Thanks for stopping in *duck*...I plan to flip all lights to 12/12 on 4/15  Welcome to SEATTLE IN GREEN:lama::bolt::bong:


----------



## pcduck

Just turned my 2nd DWC to 12/12 today


----------



## UKgirl420

4u2sm0ke said:
			
		

> Thanks for stopping in *duck*...I plan to flip all lights to 12/12 on 4/15 Welcome to SEATTLE IN GREEN:lama::bolt::bong:


 

ohh 2 weeks to go and counting . ,,but i have q 
.how much light u gonna use and what about the new clones are u gonna put them straight into flower ? eace:


----------



## MindzEye

Those plants recovered nicley 4U, cant wait to see the buds they throw off


----------



## 4u2sm0ke

UKgirl420 said:
			
		

> ohh 2 weeks to go and counting . ,,but i have q
> .how much light u gonna use and what about the new clones are u gonna put them straight into flower ? eace:


 

Hey Girl:heart:...I just hooked up another 1000HPS in veg area for a total of 1800MH and 1000HPS..I plan on running the whole shed 12/12..and Have a few selected plants I will start to brake in the outdoors..these will be getting 24 hr lighting..I run my flower lights at night from 7pm-7am  and will move the selected plants outside in day and back in at night  untill i feel they can stay outside..Today was a nice sunny day and the Crystal I put outside a week or so ago  is doing good and I moved her around in the sun light..looks like she is converting back to veg..was eye balling her final destination  and looks like she will get about 8 hrs of direct sunlight..this is the best I can come up with so far..its still early on that one..heres some pics from today


all the clones will be at diffrent stages so I will keep keep them in and see how they do..you know me..allways experimenting..I dout ill run  the bubble cloner tho..all those that are not rooted will be tossed for the room..I think i will need the shelf for plants:giggle:  we will see:bolt::bong:


----------



## UKgirl420

:holysheep: watch out for planes trying to land   ,,,


crystals still holding her own :woohoo:  ,,dont forget progress reports on her 

:48:


----------



## pcduck

UKgirl420 said:
			
		

> :holysheep: watch out for planes trying to land   ,,,
> 
> :48:



He may have to add a strobe light to the top of her *UKgirl420* :rofl:
Or is that what the blue ribbon is for?

But she sure is looking nice.


----------



## 4u2sm0ke

okay think spring may come yet...have shed gets flipped 12/12...on 4/20:hubba: ..so im on track..i cleared Veg area and now the chosen ones are in the cat litter containers for thier final rest..at trasnfer i removed a few lower branches of all plants  3-4 inches up..swept up and set of a Dr.
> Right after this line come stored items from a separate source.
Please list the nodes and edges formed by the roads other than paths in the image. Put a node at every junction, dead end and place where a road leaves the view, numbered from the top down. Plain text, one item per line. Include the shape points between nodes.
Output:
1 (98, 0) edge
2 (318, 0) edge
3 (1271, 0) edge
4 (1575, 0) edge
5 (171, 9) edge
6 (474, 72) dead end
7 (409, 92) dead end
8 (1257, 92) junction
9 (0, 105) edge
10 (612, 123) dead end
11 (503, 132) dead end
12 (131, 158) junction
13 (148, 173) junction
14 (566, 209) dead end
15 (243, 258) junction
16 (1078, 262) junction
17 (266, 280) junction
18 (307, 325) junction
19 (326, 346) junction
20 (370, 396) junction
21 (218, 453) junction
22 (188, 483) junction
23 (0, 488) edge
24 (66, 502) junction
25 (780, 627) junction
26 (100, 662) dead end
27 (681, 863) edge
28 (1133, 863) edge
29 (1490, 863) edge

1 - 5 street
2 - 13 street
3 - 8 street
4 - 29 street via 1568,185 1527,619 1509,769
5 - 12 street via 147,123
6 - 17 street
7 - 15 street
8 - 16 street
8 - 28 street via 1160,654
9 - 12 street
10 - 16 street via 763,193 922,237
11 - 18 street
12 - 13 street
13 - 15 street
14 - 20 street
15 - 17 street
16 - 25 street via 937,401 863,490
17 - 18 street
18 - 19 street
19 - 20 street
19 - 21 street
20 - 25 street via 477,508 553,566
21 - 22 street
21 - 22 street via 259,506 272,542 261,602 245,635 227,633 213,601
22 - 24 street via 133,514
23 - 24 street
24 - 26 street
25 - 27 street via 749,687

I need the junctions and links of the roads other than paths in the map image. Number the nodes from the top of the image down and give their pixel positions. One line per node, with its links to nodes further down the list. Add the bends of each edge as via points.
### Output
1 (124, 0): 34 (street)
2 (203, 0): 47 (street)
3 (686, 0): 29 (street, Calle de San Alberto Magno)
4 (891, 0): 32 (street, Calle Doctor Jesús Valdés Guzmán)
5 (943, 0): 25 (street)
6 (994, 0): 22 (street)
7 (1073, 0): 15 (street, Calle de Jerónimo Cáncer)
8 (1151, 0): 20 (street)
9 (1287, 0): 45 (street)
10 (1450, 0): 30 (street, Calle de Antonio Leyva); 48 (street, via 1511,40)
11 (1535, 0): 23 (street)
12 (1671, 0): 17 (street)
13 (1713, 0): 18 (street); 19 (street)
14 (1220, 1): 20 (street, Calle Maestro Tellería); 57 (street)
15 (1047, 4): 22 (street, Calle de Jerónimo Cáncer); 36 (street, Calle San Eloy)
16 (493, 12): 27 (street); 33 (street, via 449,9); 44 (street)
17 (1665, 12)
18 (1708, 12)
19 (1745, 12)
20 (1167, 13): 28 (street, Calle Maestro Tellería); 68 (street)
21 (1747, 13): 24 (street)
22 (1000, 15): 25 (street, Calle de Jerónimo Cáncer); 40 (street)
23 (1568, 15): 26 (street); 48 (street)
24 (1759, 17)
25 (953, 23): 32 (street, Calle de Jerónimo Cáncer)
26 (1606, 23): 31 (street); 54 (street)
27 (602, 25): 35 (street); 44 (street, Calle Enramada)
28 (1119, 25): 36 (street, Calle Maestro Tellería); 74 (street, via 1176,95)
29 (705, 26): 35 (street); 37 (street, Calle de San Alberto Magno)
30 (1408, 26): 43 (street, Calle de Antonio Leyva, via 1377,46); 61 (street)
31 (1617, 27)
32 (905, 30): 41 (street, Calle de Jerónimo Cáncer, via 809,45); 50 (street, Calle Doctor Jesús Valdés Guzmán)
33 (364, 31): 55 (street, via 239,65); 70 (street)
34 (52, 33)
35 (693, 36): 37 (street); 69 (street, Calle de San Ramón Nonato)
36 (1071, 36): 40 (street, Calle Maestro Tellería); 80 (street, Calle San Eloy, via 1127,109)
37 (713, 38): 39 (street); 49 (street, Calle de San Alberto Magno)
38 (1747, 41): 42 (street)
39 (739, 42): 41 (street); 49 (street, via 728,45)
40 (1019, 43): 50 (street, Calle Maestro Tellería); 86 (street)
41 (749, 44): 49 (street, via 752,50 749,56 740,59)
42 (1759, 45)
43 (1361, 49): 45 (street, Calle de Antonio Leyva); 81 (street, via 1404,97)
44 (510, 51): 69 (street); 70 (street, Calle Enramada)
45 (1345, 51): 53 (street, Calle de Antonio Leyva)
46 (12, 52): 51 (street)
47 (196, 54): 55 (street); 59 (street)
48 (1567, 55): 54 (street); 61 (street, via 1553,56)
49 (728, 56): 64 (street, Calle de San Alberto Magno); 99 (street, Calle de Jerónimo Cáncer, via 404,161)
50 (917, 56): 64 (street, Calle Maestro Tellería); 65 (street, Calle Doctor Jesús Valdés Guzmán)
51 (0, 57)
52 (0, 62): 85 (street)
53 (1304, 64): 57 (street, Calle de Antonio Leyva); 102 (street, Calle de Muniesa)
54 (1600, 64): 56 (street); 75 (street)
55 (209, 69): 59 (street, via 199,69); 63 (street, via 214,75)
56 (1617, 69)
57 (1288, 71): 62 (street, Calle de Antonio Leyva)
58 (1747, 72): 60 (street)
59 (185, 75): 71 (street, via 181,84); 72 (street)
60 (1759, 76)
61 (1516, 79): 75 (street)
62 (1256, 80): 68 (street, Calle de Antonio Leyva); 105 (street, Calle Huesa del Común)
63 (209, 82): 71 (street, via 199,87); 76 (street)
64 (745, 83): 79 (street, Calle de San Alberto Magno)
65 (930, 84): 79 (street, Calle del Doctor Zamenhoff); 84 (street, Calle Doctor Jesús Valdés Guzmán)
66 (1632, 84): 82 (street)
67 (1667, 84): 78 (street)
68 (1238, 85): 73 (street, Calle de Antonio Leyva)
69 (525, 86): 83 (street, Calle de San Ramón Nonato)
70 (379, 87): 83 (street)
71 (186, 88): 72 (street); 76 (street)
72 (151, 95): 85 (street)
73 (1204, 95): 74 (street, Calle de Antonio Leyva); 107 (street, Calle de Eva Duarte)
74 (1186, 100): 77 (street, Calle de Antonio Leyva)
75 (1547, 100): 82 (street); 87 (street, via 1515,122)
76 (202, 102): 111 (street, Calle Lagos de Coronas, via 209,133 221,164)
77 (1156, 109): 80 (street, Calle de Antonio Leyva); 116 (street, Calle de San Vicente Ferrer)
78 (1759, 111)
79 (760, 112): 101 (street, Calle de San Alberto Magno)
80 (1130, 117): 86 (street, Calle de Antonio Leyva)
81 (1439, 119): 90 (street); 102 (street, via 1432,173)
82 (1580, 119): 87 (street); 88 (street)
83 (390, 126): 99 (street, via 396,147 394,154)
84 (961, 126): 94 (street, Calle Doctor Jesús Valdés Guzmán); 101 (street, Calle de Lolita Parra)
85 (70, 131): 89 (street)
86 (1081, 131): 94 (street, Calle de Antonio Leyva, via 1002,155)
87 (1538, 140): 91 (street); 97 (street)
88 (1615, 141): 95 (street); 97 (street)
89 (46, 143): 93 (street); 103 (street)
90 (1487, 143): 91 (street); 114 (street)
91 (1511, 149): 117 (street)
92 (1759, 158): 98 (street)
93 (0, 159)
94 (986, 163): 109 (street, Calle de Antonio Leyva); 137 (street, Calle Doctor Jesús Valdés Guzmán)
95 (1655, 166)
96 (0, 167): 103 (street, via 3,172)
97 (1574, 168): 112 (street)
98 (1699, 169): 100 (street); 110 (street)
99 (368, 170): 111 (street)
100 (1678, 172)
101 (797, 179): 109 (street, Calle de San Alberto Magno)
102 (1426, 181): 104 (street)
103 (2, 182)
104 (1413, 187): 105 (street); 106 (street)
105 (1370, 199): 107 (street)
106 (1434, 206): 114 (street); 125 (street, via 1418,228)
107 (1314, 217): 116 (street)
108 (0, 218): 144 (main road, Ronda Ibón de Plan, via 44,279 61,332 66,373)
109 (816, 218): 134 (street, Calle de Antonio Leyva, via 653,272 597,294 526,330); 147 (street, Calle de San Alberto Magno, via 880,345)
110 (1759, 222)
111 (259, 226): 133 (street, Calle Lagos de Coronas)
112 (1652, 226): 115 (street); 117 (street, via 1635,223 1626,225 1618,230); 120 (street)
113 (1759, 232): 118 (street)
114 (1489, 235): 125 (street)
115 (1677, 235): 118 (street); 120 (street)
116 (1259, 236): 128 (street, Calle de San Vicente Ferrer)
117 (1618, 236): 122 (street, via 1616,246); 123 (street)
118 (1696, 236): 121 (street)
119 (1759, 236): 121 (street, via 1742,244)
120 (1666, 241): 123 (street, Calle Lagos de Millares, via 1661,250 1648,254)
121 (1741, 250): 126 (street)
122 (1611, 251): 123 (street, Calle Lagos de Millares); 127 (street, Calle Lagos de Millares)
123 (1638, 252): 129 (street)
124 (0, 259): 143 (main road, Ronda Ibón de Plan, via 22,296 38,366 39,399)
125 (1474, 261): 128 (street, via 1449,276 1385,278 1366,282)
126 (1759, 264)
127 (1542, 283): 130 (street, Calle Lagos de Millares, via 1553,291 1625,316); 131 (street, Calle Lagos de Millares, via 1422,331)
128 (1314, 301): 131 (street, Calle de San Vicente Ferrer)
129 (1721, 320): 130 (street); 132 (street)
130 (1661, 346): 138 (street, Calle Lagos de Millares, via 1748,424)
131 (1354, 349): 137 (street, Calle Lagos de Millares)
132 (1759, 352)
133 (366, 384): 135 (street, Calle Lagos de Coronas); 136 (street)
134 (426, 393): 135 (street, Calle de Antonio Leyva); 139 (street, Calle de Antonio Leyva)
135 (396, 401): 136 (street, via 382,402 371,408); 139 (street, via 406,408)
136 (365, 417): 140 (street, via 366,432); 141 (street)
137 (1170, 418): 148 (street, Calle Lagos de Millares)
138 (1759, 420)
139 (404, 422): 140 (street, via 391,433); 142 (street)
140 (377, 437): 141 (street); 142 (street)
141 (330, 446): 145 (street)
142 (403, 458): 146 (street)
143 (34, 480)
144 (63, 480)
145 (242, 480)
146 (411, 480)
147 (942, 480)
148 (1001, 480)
Doom..the Mites was returning...I then back this up with neem oil every few days at base and on soil...I will set off another as needed..the Nights here have been in low 30s and some smaller plants have suffered..i may just move them outside..and wish them luck:rofl:Im looking to get 3 ounces each plant this Fall..wish me luck ..and enjoy your weekend


----------



## pcduck

Looking real nice *4u2sm0ke*:aok:


----------



## UKgirl420

with dr doom   ,,

the ladies are 
looking as good  as ever :48:


----------



## 4u2sm0ke

pics 4U


----------



## tn_toker420

Holy Bejeebas:clap:  , It's better ever time i stop by  ...Whats the lady thats further along in flower in there ??? With the big ole buds  man i wish i could grow like this, have a good amount of space and plenty of light ...Man , good luck but i think you'll be alright without the luck 4u ...Good things are gonna come of this shed, i just have a feeling   lol ...Keep it Up and Keep it GREEN ...


----------



## 4u2sm0ke

Thanks  *tn_toker*..allways a pleasure to please someone..Im happy you enjoy my shed..those two MONSTERS in back of flower are "*crystal*" from seeds.nl.  They stretch something bad in flower..they are 7 feet tall..indoor..I will place some outside to see how they do..thanks again for stopping in..i try and have something new 4U everytime..take care and be safe:bolt::bong:


----------



## kebnekajse

i really love your grow! plants look very, very good. 

you always try different styles of growing, much appreciated! you must learn a lot that way, and so do we. on the other hand, looks like you have been doing this for some time now and allreday know what you're doing.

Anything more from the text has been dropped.